• DATA SECTION:
BEGIN

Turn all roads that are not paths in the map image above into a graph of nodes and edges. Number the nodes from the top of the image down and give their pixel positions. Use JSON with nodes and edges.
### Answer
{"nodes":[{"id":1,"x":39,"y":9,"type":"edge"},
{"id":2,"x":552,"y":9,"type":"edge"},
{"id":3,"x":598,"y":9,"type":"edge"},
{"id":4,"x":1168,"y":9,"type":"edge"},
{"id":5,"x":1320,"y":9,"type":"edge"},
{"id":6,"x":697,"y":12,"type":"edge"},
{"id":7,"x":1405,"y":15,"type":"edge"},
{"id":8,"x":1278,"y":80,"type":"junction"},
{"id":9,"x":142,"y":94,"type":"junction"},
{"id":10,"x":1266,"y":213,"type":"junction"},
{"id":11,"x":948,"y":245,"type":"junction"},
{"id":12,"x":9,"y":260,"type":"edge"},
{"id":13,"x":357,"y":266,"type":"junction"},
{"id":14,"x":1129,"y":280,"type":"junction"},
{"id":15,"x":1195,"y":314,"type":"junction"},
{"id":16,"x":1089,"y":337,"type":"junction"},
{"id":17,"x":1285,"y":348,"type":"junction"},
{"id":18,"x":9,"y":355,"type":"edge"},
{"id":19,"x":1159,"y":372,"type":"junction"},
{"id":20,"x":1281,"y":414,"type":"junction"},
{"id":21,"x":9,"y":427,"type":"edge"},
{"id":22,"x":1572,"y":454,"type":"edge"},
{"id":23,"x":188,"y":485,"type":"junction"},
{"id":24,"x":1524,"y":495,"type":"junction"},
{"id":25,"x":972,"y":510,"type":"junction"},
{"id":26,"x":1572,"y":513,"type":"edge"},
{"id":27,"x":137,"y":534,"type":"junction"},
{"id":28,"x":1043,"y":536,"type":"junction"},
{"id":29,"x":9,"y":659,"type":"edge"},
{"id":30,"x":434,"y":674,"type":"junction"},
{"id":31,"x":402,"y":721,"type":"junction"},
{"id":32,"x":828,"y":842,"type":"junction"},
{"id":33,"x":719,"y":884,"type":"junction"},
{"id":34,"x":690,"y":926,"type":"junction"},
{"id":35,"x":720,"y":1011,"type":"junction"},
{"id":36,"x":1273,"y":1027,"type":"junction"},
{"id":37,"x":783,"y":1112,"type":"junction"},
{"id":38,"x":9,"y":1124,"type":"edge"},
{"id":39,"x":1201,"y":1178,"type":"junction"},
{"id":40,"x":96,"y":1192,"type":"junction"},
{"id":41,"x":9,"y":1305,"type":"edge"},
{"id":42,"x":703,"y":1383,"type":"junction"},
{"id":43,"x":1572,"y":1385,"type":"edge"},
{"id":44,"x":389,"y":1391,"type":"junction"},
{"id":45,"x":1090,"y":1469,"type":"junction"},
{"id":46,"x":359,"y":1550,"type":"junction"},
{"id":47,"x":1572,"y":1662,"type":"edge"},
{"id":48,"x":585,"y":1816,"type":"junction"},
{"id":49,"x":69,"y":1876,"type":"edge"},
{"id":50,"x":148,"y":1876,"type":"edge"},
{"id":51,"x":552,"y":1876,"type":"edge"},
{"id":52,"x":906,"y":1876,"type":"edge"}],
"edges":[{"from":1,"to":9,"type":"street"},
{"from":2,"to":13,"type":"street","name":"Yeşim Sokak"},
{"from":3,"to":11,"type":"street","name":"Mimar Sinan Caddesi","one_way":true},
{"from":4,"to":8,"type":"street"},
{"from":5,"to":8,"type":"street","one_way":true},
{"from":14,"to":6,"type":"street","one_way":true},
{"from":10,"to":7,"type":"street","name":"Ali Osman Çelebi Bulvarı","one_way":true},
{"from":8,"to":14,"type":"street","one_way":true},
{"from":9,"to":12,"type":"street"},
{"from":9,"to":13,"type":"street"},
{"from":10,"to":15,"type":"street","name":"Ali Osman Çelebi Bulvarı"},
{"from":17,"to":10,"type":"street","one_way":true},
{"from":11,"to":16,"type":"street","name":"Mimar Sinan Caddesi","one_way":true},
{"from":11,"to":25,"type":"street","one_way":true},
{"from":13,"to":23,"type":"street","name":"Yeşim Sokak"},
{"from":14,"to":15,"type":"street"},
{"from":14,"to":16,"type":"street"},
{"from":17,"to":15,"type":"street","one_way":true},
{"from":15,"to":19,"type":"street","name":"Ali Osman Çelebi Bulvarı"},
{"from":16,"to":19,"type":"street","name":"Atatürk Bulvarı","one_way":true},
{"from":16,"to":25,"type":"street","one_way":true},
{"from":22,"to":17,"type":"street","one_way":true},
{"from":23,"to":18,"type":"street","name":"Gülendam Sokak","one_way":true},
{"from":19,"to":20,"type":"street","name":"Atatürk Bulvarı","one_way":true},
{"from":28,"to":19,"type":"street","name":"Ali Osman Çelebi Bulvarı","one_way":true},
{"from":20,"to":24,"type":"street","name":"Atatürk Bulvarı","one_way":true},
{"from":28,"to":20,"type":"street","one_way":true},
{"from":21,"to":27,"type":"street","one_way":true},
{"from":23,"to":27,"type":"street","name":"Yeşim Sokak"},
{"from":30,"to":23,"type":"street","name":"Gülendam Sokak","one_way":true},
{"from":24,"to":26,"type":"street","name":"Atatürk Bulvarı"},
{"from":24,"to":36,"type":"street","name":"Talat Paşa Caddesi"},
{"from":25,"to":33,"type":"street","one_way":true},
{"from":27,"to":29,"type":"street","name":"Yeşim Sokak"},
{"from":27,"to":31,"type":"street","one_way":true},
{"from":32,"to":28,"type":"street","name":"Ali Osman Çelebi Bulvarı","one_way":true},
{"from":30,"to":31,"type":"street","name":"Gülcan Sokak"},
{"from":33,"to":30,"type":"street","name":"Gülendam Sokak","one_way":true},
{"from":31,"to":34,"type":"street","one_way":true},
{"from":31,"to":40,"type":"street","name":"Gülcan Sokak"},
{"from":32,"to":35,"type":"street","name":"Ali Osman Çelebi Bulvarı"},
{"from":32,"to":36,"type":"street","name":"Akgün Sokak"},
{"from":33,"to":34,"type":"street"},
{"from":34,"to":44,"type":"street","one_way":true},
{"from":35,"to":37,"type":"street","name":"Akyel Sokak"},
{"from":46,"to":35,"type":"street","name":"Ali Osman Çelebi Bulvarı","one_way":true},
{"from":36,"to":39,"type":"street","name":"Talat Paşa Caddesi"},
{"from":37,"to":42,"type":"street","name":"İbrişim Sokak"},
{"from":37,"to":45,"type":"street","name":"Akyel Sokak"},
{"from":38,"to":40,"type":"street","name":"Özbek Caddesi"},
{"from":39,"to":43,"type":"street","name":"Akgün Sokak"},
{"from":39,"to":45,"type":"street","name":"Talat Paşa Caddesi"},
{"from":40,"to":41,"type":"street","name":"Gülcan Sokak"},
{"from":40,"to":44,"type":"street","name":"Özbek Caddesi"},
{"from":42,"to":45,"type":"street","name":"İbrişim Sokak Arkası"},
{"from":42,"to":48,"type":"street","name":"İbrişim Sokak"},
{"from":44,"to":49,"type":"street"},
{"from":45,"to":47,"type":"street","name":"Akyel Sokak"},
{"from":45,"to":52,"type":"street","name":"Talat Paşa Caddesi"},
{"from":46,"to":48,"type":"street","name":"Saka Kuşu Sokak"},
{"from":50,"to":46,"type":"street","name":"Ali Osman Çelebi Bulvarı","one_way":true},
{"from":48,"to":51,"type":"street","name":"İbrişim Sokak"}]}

END
BEGIN

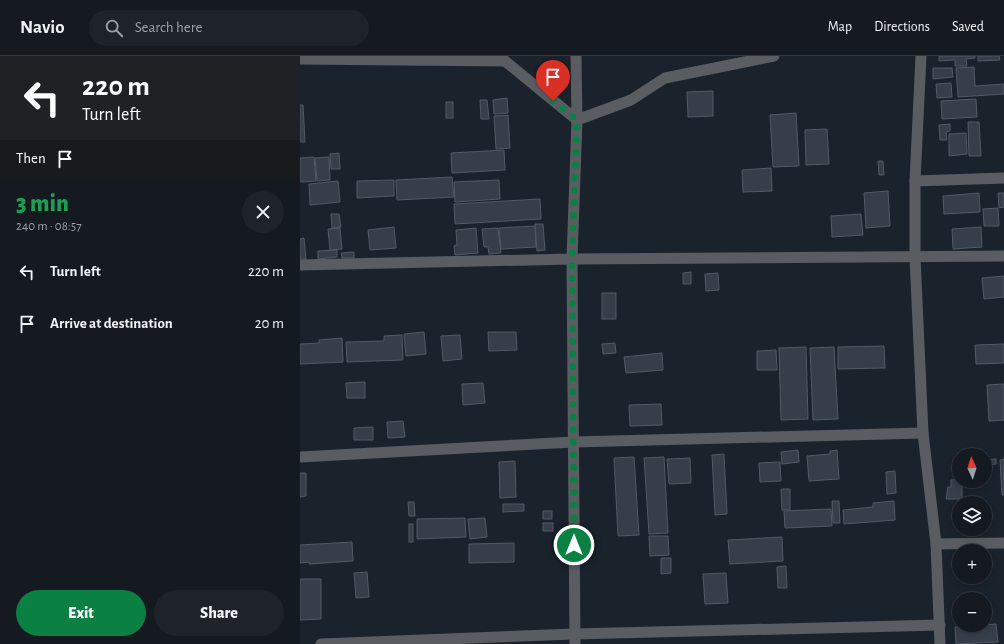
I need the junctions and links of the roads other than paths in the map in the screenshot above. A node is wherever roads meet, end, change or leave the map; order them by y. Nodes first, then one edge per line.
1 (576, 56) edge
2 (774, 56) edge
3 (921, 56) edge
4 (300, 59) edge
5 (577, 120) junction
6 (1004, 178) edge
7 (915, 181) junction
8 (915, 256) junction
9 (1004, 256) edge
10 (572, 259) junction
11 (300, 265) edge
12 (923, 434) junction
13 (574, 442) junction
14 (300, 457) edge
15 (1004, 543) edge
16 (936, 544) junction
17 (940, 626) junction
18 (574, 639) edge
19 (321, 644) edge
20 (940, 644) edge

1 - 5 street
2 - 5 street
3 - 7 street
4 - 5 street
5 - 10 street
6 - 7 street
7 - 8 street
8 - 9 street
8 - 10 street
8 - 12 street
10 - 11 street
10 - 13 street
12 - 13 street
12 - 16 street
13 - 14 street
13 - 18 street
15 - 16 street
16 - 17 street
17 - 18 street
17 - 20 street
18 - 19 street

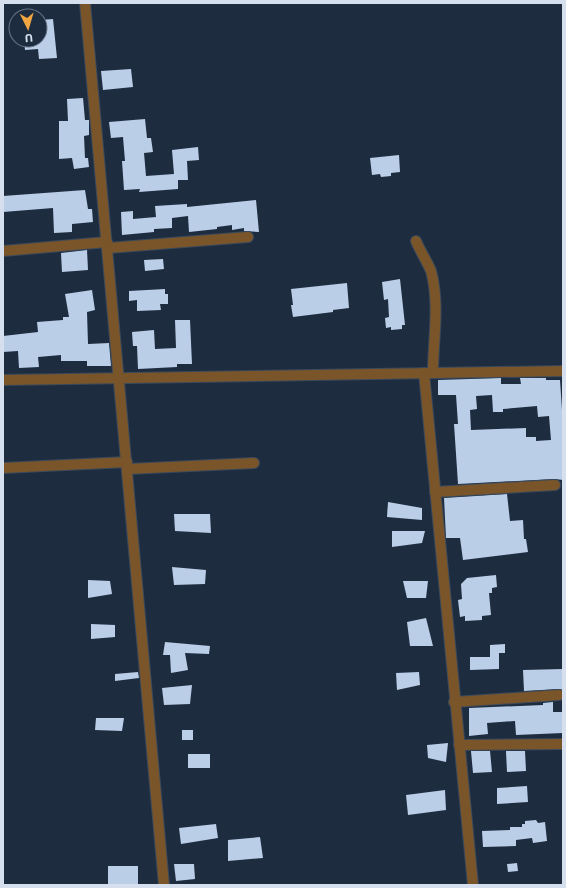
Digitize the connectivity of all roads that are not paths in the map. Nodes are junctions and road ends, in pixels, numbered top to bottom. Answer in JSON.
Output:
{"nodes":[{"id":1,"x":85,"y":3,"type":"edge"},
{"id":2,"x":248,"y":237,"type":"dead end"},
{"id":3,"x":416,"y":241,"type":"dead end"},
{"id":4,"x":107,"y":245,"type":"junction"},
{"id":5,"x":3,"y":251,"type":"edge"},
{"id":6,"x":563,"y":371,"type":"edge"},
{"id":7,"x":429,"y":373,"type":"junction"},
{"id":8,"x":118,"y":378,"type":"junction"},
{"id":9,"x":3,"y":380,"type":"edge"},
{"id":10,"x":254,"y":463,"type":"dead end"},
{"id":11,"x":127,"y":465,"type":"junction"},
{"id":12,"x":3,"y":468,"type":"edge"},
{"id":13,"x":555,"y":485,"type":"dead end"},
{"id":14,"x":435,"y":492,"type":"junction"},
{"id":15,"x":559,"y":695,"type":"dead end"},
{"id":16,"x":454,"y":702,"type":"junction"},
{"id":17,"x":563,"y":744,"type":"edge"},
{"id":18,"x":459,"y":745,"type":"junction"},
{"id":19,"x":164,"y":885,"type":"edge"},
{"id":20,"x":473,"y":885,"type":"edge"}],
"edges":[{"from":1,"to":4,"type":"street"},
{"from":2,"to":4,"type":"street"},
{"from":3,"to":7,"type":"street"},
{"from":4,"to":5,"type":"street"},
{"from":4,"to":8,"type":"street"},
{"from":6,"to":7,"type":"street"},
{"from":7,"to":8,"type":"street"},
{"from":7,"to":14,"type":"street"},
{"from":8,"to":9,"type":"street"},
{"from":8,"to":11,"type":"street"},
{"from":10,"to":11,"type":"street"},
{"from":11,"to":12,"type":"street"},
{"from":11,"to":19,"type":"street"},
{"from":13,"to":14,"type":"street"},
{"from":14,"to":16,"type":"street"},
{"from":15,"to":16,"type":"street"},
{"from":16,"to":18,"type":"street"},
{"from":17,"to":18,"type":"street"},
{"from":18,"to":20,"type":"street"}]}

END

• WHAT YOU SHOULD DO: Check every line of the data, and copy the ones that contain "roads".

• RESULT:
Turn all roads that are not paths in the map image above into a graph of nodes and edges. Number the nodes from the top of the image down and give their pixel positions. Use JSON with nodes and edges.
I need the junctions and links of the roads other than paths in the map in the screenshot above. A node is wherever roads meet, end, change or leave the map; order them by y. Nodes first, then one edge per line.
Digitize the connectivity of all roads that are not paths in the map. Nodes are junctions and road ends, in pixels, numbered top to bottom. Answer in JSON.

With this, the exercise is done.